[[ Entries shown, beginning ]]
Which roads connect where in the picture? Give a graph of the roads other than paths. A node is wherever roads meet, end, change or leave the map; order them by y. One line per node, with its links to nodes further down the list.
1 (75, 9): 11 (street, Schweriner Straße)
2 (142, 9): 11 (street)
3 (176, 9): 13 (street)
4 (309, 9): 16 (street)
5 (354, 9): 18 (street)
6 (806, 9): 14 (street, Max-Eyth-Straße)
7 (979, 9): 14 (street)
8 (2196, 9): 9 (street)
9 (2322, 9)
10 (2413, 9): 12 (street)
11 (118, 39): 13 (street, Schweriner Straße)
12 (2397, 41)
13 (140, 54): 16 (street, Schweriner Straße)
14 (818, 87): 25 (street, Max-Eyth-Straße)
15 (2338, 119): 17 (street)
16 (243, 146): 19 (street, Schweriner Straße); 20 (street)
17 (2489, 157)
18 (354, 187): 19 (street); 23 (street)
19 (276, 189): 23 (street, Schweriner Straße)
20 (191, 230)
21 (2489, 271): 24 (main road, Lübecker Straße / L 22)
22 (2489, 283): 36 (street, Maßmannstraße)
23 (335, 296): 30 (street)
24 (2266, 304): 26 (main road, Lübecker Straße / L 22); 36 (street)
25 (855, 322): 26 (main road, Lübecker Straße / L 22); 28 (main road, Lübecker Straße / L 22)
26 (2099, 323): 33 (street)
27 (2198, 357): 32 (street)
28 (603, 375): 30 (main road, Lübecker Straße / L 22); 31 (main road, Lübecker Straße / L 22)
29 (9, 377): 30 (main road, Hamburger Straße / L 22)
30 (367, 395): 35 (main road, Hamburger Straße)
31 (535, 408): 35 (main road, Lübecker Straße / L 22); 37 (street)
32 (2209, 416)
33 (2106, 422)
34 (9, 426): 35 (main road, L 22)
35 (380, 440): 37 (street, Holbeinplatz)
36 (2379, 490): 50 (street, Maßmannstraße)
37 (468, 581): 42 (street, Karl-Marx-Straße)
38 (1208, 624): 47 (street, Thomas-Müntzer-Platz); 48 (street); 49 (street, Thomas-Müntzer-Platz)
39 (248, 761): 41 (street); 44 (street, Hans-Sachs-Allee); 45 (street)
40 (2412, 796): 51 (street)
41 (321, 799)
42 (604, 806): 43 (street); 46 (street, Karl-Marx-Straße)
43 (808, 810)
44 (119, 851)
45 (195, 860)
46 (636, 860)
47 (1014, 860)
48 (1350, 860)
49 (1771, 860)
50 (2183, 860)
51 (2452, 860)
[[ Entries shown, end ]]
**What is required**
Each record above is to be reproduced exactly, in full.

**Answer to this exercise**
Which roads connect where in the picture? Give a graph of the roads other than paths. A node is wherever roads meet, end, change or leave the map; order them by y. One line per node, with its links to nodes further down the list.
1 (75, 9): 11 (street, Schweriner Straße)
2 (142, 9): 11 (street)
3 (176, 9): 13 (street)
4 (309, 9): 16 (street)
5 (354, 9): 18 (street)
6 (806, 9): 14 (street, Max-Eyth-Straße)
7 (979, 9): 14 (street)
8 (2196, 9): 9 (street)
9 (2322, 9)
10 (2413, 9): 12 (street)
11 (118, 39): 13 (street, Schweriner Straße)
12 (2397, 41)
13 (140, 54): 16 (street, Schweriner Straße)
14 (818, 87): 25 (street, Max-Eyth-Straße)
15 (2338, 119): 17 (street)
16 (243, 146): 19 (street, Schweriner Straße); 20 (street)
17 (2489, 157)
18 (354, 187): 19 (street); 23 (street)
19 (276, 189): 23 (street, Schweriner Straße)
20 (191, 230)
21 (2489, 271): 24 (main road, Lübecker Straße / L 22)
22 (2489, 283): 36 (street, Maßmannstraße)
23 (335, 296): 30 (street)
24 (2266, 304): 26 (main road, Lübecker Straße / L 22); 36 (street)
25 (855, 322): 26 (main road, Lübecker Straße / L 22); 28 (main road, Lübecker Straße / L 22)
26 (2099, 323): 33 (street)
27 (2198, 357): 32 (street)
28 (603, 375): 30 (main road, Lübecker Straße / L 22); 31 (main road, Lübecker Straße / L 22)
29 (9, 377): 30 (main road, Hamburger Straße / L 22)
30 (367, 395): 35 (main road, Hamburger Straße)
31 (535, 408): 35 (main road, Lübecker Straße / L 22); 37 (street)
32 (2209, 416)
33 (2106, 422)
34 (9, 426): 35 (main road, L 22)
35 (380, 440): 37 (street, Holbeinplatz)
36 (2379, 490): 50 (street, Maßmannstraße)
37 (468, 581): 42 (street, Karl-Marx-Straße)
38 (1208, 624): 47 (street, Thomas-Müntzer-Platz); 48 (street); 49 (street, Thomas-Müntzer-Platz)
39 (248, 761): 41 (street); 44 (street, Hans-Sachs-Allee); 45 (street)
40 (2412, 796): 51 (street)
41 (321, 799)
42 (604, 806): 43 (street); 46 (street, Karl-Marx-Straße)
43 (808, 810)
44 (119, 851)
45 (195, 860)
46 (636, 860)
47 (1014, 860)
48 (1350, 860)
49 (1771, 860)
50 (2183, 860)
51 (2452, 860)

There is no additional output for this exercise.